It actually is an uber small amount of CLU... It's amazing how far the stuff will go. I used just under half a gram of paste according to the syringe. So I technically have 2-3 more applications left.
Not sure why OCN has failing image uploads right now but here's some of my photos before the CLU is spread..


----------



## KG101

Too much , way too much really you have enough left o the heatsink application to get off the excess with the brush and use on the ihs as I said already .

If the picture above is clu that is like 5x too much I used barely single dot off the tip of the syringe for delid and it was plenty I had enough left pooling up to do the lid where they mated test fit , and you gotta spread it like 10 times in all directions I usually start side to side then go from there up and down ..

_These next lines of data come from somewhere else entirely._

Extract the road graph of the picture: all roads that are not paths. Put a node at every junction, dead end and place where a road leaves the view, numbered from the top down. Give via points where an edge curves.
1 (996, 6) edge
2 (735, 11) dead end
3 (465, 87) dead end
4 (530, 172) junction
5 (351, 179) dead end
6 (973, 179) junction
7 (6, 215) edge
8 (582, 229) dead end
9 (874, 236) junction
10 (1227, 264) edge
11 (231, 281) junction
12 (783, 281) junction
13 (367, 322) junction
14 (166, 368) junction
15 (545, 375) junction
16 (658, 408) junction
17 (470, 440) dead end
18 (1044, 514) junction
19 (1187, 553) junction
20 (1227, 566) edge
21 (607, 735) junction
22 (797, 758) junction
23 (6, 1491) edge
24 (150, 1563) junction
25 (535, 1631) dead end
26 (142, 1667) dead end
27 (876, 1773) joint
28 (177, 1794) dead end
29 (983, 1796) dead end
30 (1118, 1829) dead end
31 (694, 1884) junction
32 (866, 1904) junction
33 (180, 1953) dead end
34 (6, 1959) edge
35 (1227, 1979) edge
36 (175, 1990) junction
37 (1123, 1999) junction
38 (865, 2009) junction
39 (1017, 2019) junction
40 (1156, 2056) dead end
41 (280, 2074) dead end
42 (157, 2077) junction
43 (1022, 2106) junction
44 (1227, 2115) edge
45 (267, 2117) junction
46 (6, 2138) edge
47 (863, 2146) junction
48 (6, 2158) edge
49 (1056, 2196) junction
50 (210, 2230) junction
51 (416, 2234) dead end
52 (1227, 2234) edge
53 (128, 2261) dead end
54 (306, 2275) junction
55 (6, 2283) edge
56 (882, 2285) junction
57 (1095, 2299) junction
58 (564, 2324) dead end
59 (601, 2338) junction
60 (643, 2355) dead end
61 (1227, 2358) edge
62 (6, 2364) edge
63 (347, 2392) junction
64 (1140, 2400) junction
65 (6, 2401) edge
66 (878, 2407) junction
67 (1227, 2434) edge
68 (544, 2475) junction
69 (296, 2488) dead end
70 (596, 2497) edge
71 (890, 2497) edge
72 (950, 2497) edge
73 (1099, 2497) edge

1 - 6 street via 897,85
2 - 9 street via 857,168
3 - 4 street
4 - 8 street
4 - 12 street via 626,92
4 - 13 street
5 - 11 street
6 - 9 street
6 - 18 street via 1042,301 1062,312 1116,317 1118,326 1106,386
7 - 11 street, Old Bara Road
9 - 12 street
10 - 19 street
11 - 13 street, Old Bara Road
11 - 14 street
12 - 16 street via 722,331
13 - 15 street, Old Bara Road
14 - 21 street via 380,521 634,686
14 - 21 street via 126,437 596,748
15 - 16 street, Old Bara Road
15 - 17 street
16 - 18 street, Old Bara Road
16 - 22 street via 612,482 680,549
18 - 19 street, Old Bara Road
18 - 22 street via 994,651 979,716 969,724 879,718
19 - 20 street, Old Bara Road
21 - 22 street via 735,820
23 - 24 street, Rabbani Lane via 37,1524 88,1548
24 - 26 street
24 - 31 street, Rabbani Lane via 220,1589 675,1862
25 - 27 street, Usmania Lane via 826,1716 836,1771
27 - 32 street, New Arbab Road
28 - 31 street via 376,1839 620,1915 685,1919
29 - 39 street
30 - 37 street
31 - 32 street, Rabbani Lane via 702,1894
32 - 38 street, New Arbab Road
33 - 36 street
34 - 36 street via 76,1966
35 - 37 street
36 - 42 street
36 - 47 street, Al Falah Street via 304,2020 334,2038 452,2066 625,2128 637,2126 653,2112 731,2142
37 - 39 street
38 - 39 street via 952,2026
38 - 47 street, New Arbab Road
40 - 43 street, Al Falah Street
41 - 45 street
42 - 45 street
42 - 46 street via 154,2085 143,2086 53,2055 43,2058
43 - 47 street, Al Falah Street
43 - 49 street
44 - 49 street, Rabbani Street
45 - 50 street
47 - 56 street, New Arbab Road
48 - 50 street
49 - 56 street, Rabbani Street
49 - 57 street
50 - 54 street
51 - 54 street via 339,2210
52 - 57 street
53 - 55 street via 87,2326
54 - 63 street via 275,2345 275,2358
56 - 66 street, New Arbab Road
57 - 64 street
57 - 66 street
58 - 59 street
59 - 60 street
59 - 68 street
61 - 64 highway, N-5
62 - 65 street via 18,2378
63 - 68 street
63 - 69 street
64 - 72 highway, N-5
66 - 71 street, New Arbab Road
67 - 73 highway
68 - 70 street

So for an ihs to heatsink the blob up top of about the right amount ... For both

Note to self why does it feel like I'm actually repeating myself , yet in even more vivid detail hmm whyy


----------



## KG101

Coollab bros CLU + MX-4









ZOOM http://imgur.com/HtrxBCe

ThermalGrizzly Conductonougat + MX-4









ZOOM http://imgur.com/xQa3HV7

So on all but one core maybe 2-3 degreez difference here,

And unsure since I only added a thin line of additonal mx-4 to ihs, upon reseating the block with the weekold paste on it still from previous mount - It is kinda odd to me one core stayed the exact same temp so that maybe why

*EDIT: In 'performance mode' fans ran 1100-1300 max .. I manually sat them to 1850 rpm or so *with conductonautiness of course**
_Here->>_

http://imgur.com/X67084q

*EDIT²* Temps are down , and also leveled out across the board apparently after 25 hours









ZOOM http://imgur.com/v2rwGay


----------



## tistou77

Hello

I always wanted to try the "liquid metal" but I have a fear of how to clean the paste after.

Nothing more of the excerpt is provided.